- EXERCISE BRIEF: Check every line of the entries below for the word "roads", then give only the number of lines that have it.
------ INFORMATION PROVIDED ------
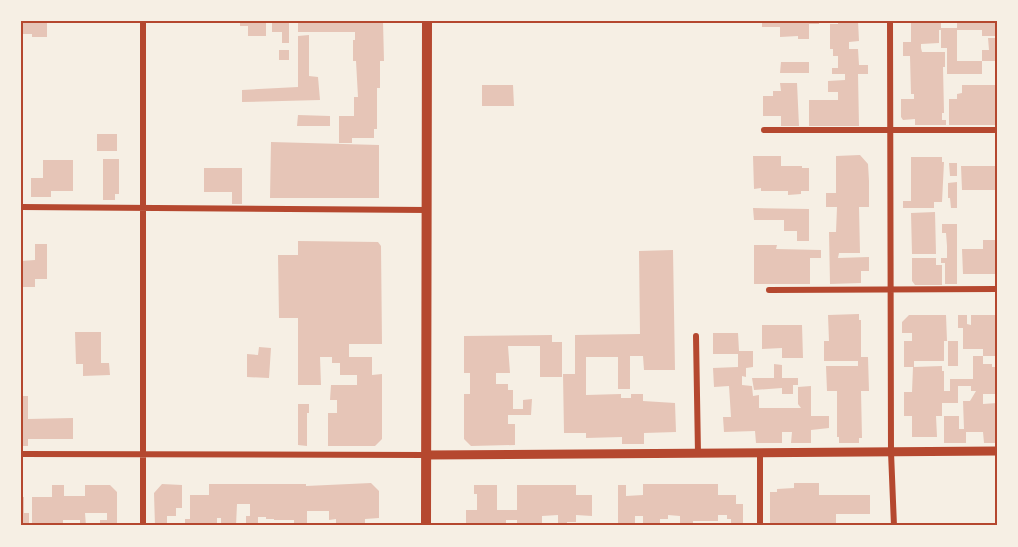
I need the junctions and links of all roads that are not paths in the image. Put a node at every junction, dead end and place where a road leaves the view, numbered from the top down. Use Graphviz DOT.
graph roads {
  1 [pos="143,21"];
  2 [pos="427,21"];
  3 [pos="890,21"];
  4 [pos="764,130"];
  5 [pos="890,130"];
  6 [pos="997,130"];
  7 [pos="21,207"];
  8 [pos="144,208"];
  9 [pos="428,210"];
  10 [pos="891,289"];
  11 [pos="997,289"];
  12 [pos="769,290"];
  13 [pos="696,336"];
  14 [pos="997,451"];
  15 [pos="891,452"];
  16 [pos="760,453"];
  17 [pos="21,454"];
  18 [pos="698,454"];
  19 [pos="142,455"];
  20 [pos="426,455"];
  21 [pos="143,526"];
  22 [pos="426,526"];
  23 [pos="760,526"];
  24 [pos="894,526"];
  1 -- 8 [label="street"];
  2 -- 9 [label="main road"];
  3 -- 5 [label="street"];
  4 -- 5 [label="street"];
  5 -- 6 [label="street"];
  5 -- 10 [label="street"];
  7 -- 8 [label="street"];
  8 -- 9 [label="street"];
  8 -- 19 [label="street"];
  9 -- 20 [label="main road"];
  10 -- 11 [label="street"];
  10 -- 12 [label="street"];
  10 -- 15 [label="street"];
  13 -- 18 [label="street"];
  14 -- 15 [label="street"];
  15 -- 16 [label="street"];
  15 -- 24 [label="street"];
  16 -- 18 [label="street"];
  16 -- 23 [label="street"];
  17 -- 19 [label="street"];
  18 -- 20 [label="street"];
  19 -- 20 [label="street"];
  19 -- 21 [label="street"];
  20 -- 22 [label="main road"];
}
------
- OUTPUT OF THE TASK: 2